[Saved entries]
== Segment start ==
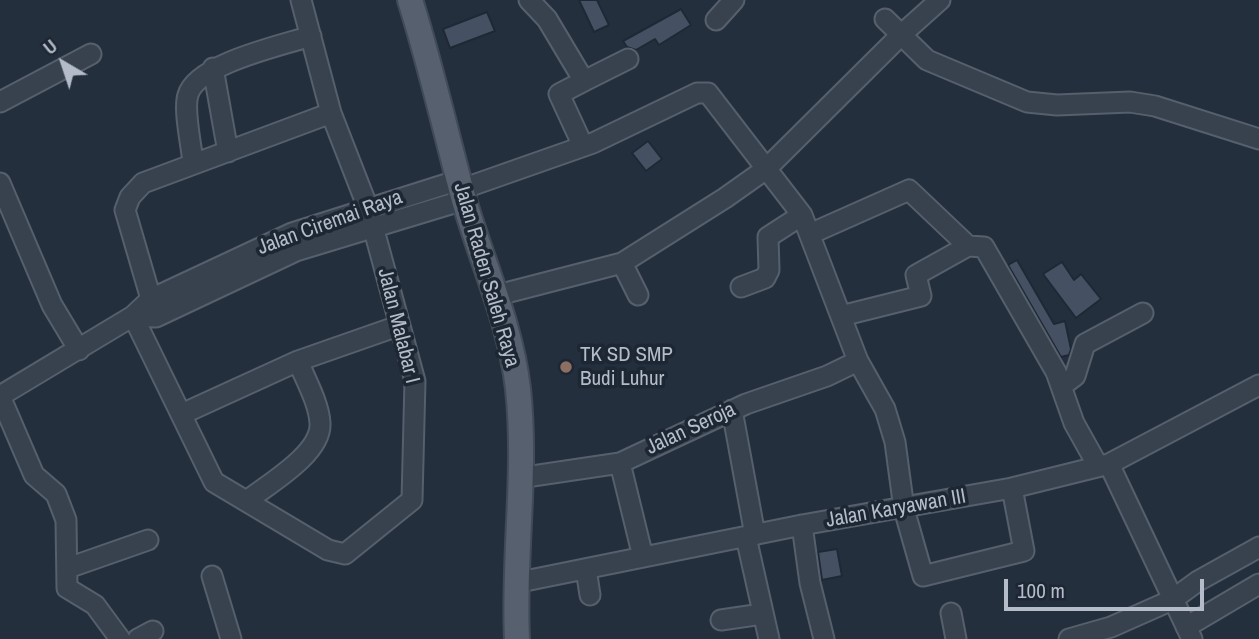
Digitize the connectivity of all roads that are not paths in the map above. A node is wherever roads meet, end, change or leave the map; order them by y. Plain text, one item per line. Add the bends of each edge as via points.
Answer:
1 (301, 0) edge
2 (530, 0) edge
3 (734, 0) edge
4 (940, 0) edge
5 (412, 1) edge
6 (885, 19) dead end
7 (716, 20) dead end
8 (311, 36) junction
9 (907, 39) junction
10 (90, 54) dead end
11 (628, 59) dead end
12 (213, 68) junction
13 (584, 81) junction
14 (0, 102) edge
15 (331, 113) junction
16 (1259, 139) edge
17 (583, 146) junction
18 (228, 152) junction
19 (193, 164) junction
20 (766, 169) junction
21 (0, 183) edge
22 (462, 190) junction
23 (368, 208) junction
24 (802, 215) junction
25 (373, 228) junction
26 (810, 234) junction
27 (968, 246) junction
28 (269, 253) junction
29 (622, 263) junction
30 (741, 286) dead end
31 (638, 295) dead end
32 (494, 296) junction
33 (151, 299) junction
34 (1143, 313) dead end
35 (133, 316) junction
36 (841, 316) junction
37 (398, 326) junction
38 (79, 350) junction
39 (298, 361) junction
40 (858, 361) junction
41 (1259, 384) edge
42 (1063, 385) junction
43 (0, 396) edge
44 (732, 410) junction
45 (182, 414) junction
46 (620, 463) junction
47 (1104, 465) junction
48 (519, 478) junction
49 (1012, 488) junction
50 (248, 500) junction
51 (904, 509) junction
52 (802, 526) junction
53 (750, 536) junction
54 (148, 540) dead end
55 (1259, 547) edge
56 (643, 557) junction
57 (68, 568) junction
58 (586, 569) junction
59 (212, 576) dead end
60 (515, 583) junction
61 (1259, 584) edge
62 (590, 595) dead end
63 (1172, 600) junction
64 (951, 613) dead end
65 (762, 614) junction
66 (721, 620) dead end
67 (1189, 633) edge
68 (120, 639) edge
69 (231, 639) edge
70 (517, 639) edge
71 (769, 639) edge
72 (824, 639) edge
73 (956, 639) edge
74 (1069, 639) edge

1 - 8 street, Jalan Malabar I
2 - 13 street via 553,28
3 - 7 street
4 - 9 street
5 - 22 main road, Jalan Raden Saleh Raya
6 - 9 street
8 - 12 street
8 - 15 street, Jalan Malabar I
9 - 16 street via 927,60 1027,102 1130,102
9 - 20 street
10 - 14 street
11 - 13 street
12 - 18 street
12 - 19 street via 187,96
13 - 17 street via 559,94
15 - 18 street
15 - 23 street, Jalan Malabar I
17 - 20 street via 705,92
17 - 22 street
18 - 19 street
19 - 33 street via 143,183 125,210
20 - 24 street
20 - 29 street
21 - 38 street via 52,304
22 - 23 street, Jalan Ciremai Raya
22 - 25 street, Jalan Ciremai Raya
22 - 32 main road, Jalan Raden Saleh Raya
23 - 25 street, Jalan Malabar I
23 - 28 street, Jalan Ciremai Raya via 292,233
24 - 26 street
24 - 30 street via 768,237 765,278
25 - 28 street, Jalan Ciremai Raya via 296,251
25 - 37 street, Jalan Malabar I
26 - 27 street via 908,190
26 - 36 street
27 - 36 street via 916,275 921,296
27 - 42 street via 984,247
28 - 33 street, Jalan Ciremai Raya
28 - 35 street, Jalan Ciremai Raya via 156,317
29 - 31 street
29 - 32 street
32 - 48 main road, Jalan Raden Saleh Raya via 518,389
33 - 35 street, Jalan Ciremai Raya
34 - 42 street via 1085,344 1075,376
35 - 38 street, Jalan Ciremai Raya
35 - 45 street
36 - 40 street
37 - 39 street
37 - 50 street, Jalan Malabar I via 415,381 412,500 345,554 328,550
38 - 43 street, Jalan Ciremai Raya
39 - 45 street
39 - 50 street via 320,419 320,434 313,448
40 - 44 street, Jalan Seroja
40 - 51 street via 885,409 895,442
41 - 47 street, Jalan Karyawan III
42 - 47 street via 1074,423
43 - 57 street via 34,475 56,494 66,520
44 - 46 street, Jalan Seroja
44 - 53 street
45 - 50 street via 214,482
46 - 48 street, Jalan Seroja
46 - 56 street
47 - 49 street, Jalan Karyawan III
47 - 63 street
48 - 60 main road, Jalan Raden Saleh Raya
49 - 51 street, Jalan Karyawan III
49 - 51 street via 1024,551 923,576
51 - 52 street, Jalan Karyawan III
52 - 53 street, Jalan Karyawan III
52 - 72 street
53 - 56 street, Jalan Karyawan III
53 - 65 street
54 - 57 street
55 - 63 street
56 - 58 street, Jalan Karyawan III
57 - 68 street via 67,588 95,605
58 - 60 street, Jalan Karyawan III
58 - 62 street
59 - 69 street
60 - 70 main road, Jalan Raden Saleh Raya
61 - 67 street
63 - 67 street
63 - 74 street
64 - 73 street
65 - 66 street
65 - 71 street

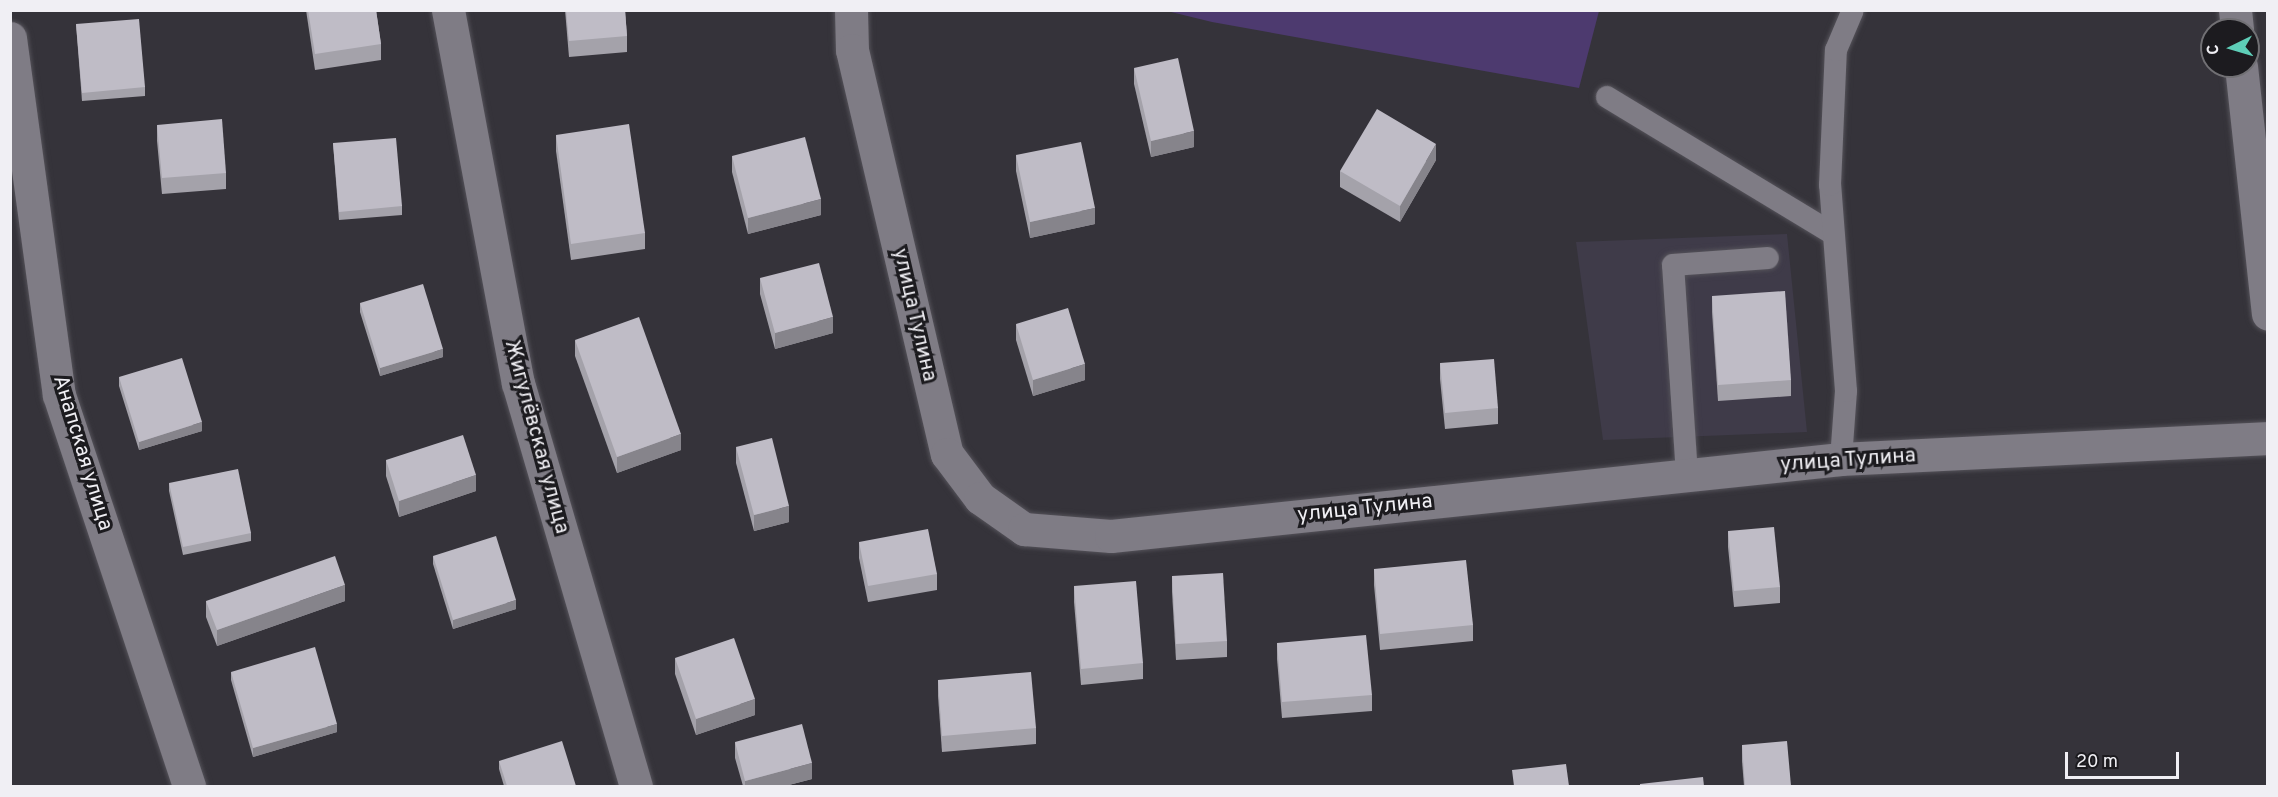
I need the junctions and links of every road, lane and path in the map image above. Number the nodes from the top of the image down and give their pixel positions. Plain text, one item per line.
1 (448, 10) edge
2 (851, 10) edge
3 (1853, 10) edge
4 (10, 38) edge
5 (2242, 78) edge
6 (1607, 97) dead end
7 (1833, 234) junction
8 (1768, 258) dead end
9 (2268, 314) edge
10 (2268, 438) edge
11 (1841, 459) junction
12 (1687, 476) junction
13 (189, 786) edge
14 (636, 786) edge

1 - 14 street, Жигулёвская улица
2 - 12 street, улица Тулина
3 - 7 lane
4 - 13 street, Анапская улица
5 - 9 street
6 - 7 lane
7 - 11 lane
8 - 12 lane
10 - 11 street, улица Тулина
11 - 12 street, улица Тулина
== Segment end ==
● What you need to do:
Find the word "Saleh" in the entries, then copy out every line that has it.

● Result for this exercise:
5 - 22 main road, Jalan Raden Saleh Raya
22 - 32 main road, Jalan Raden Saleh Raya
32 - 48 main road, Jalan Raden Saleh Raya via 518,389
48 - 60 main road, Jalan Raden Saleh Raya
60 - 70 main road, Jalan Raden Saleh Raya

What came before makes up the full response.